Il titolo del progetto, la cui scelta non è stata facile, ma mi pare sintetico e calzante, prova a riassumere un atteggiamento, uno stato d’animo (ma contemporaneamente un modus operandi e vivendi)  che mi appartiene da molto, forse da sempre. Quell’essere “dalla parte del torto”, uno degli slogan del “Manifesto”, di cui sono stato uno dei fondatori a Ravenna nel 1971,  ha portato con sè la fatica quotidiana di dover difendere una posizione, delle idee e delle scelte. La foto in  copertina sottolinea però, volutamente, la naturalezza e in qualche modo anche la leggerezza di questo movimento “controcorrente”. Non è casuale, poi, che le persone rappresentate siano ragazze di colore, su un molo in Martinica. Si tratta infatti di un viaggio per immagini che contiene molti viaggi, nel tempo e nello spazio, dal 1962 ad oggi. Viaggi in cui ho scattato foto per ricordare, documentare, testimoniare momenti, luoghi, persone, senza prevedere un percorso unificante, senza immaginare di poterle trasformare in un libro. Circa un anno fa ho ripreso in mano le migliaia di negativi, diapositive, provini raccolti negli anni e alcuni di essi mi sono sembrati ancora capaci di comunicare qualcosa di attuale, non solo per me. Così è nato “Controvento”.

 

Il tuo non essere un fotografo di professione è stato un limite, ha rappresentato un problema?

 

Non sta a me dirlo, per alcuni potrò sembrare presuntuoso, per altri dilettantesco…

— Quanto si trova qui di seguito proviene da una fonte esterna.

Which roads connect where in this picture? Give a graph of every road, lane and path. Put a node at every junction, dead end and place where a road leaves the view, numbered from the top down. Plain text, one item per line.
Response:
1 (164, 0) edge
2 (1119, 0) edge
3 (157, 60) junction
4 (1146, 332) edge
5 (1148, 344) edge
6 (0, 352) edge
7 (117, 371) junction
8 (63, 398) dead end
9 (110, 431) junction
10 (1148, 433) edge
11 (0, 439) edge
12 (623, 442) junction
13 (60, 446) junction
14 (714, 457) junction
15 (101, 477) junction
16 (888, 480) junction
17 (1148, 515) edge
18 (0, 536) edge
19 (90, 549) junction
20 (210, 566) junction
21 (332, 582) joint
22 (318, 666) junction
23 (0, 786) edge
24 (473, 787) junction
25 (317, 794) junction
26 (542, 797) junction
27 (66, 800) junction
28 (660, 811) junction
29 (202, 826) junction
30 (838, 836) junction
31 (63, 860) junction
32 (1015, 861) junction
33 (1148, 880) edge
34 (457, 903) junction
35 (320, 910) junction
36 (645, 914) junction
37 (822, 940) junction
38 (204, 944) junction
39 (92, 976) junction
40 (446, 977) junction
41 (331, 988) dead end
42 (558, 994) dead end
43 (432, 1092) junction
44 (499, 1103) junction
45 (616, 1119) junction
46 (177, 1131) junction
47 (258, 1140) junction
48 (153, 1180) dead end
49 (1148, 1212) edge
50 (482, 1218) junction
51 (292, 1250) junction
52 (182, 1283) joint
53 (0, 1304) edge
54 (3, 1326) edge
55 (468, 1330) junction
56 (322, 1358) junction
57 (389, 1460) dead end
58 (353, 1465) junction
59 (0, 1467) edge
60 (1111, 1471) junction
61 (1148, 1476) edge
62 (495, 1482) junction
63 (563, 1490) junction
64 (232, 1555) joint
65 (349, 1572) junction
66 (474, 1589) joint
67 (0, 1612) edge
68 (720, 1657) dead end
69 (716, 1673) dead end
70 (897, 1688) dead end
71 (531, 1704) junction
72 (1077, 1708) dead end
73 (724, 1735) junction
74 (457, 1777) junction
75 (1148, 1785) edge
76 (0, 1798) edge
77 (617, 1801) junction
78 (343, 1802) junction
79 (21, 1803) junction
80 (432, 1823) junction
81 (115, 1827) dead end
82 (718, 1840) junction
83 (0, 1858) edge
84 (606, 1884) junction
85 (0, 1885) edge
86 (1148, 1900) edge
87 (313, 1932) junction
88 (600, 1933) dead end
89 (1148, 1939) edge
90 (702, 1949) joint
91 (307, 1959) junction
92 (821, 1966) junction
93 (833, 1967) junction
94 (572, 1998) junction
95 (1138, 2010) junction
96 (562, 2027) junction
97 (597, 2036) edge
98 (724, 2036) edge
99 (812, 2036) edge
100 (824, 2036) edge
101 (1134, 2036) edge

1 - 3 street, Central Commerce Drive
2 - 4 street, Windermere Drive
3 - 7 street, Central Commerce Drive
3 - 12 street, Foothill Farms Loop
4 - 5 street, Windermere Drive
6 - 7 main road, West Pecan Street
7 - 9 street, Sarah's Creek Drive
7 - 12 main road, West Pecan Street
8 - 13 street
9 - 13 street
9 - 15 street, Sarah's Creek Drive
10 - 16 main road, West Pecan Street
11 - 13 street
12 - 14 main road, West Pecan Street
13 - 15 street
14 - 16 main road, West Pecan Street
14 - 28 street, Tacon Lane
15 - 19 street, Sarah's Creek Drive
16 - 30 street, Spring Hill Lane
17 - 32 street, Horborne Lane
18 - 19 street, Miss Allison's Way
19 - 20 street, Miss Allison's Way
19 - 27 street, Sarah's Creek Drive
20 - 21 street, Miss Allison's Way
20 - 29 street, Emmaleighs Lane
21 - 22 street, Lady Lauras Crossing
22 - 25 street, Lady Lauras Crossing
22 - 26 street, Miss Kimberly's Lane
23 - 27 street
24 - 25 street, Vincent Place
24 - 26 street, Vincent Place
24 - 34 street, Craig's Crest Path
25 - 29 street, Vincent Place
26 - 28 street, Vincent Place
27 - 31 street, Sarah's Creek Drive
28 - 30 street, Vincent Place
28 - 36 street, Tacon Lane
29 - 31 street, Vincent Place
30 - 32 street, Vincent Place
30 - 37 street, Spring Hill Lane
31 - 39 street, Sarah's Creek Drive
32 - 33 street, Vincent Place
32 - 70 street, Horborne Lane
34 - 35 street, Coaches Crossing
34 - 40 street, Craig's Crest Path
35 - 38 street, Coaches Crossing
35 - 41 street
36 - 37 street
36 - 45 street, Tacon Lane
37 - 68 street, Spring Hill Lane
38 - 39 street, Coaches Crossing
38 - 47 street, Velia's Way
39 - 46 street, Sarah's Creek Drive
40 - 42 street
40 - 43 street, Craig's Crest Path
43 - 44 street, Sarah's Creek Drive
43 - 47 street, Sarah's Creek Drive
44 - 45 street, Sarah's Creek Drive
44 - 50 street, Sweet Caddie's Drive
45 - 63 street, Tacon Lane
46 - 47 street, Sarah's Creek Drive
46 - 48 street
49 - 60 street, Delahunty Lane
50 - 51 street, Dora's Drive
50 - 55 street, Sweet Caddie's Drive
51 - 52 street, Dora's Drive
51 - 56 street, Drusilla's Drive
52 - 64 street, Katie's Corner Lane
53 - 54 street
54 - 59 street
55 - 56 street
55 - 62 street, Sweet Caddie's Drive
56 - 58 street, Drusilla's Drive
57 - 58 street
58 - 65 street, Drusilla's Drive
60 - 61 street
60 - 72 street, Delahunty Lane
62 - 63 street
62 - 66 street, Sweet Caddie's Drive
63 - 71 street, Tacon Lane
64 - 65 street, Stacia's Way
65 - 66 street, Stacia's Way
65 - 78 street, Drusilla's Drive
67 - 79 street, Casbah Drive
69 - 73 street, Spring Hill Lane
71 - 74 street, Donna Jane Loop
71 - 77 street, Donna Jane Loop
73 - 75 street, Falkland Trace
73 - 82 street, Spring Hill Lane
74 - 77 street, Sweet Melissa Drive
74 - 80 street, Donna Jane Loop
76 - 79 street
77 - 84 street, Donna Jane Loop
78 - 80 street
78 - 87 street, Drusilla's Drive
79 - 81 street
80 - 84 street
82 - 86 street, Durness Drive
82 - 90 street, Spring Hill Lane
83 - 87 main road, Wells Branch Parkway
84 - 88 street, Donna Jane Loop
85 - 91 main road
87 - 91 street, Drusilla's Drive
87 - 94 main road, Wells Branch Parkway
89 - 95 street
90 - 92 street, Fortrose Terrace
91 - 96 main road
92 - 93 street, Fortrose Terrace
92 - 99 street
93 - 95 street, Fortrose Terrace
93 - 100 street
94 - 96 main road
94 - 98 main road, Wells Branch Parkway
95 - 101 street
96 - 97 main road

In realtà però, la sfida probabilmente è proprio questa. Chiedersi (e provare a rispondersi) quanti significati possa avere la fotografia oggi. Naturalmente il mio sguardo dietro all’obiettivo è stato suggestionato da grandi maestri di cui ho introiettato immagini. Penso fra gli italiani a  Ghirri e alla sua capacità di “umanizzare” i paesaggi, sapendone ascoltare i silenzi e dando dignità ad oggetti e luoghi dimenticati o a Giacomelli per la nettezza del tratto e la commozione trattenuta del suo bianco e nero. Ma non dimentico i réportage dei fotografi di guerra  o le documentazioni delle proteste politiche e sociali dal ‘68 in poi, né la perfezione tecnica con cui Eggleston dà corpo alla distruzione dell’American dream. Posso farlo, posso citare i miei riferimenti proprio perché non sono un fotografo di professione. Il mio scopo non è, ovviamente, raggiungere la perfezione estetica, ammesso che esista, cosa che non credo, né essere un reporter. La fotografia è uno dei linguaggi possibili; in alcuni momenti della mia vita è stato più forte e sintetico delle parole. Questo vorrei provare a condividere presentando “Controvento”.

 

Eppure alle parole, di scrittori ed artisti, hai dato spazio nel tuo progetto. Ce ne spieghi la ragione?

 

Le immagini scelte hanno un percorso tematico e ho chiesto ad alcuni amici (Gianni Celati, Giancarla Frare, Luigi Dadina e Marco Martinelli) di poter usare loro brevi testi come introduzione o commento. Sono stati generosi e la consonanza tra foto e parole mi pare significativa. In particolare Gianni Celati, che conosco dai tempi dell’università, mi ha accompagnato, anche se ultimamente da lontano, in tutti questi anni attraverso i suoi libri, le sue fantasie e le sue interpretazioni di Luigi Ghirri. Ivano Marescotti, poi, ha scritto appositamente sulla suggestione di alcune foto d’epoca dal mio archivio che gli avevo inviato. Il risultato è un testo molto personale e toccante.

 

Infatti, e questa è l’ultima domanda, “Controvento” inizia con immagini non scattate da te. Perché?

 

Come scrive Carla Babini nell’introduzione, con questo lavoro ho cercato di ricomporre frammenti (di memoria): è un viaggio nella duplice dimensione dello spazio e del tempo. Ma per poter partire si devono riconoscere le proprie radici: le prime immagini d’epoca si riferiscono allo zuccherificio di Mezzano, in cui sono nato, a mia madre, maestra d’infanzia a Piangipane, nell’asilo della cooperativa costruita dai lavoratori,  alle lotte bracciantili nella bassa ravennate. Marescotti ha saputo interpretare l’aspetto fondamentale della memoria.

 

Così come Giuseppe Maestri, amico dagli anni ’70, in tutt’altra forma.

 

A lui “Controvento” è dedicato. E lui sa perché.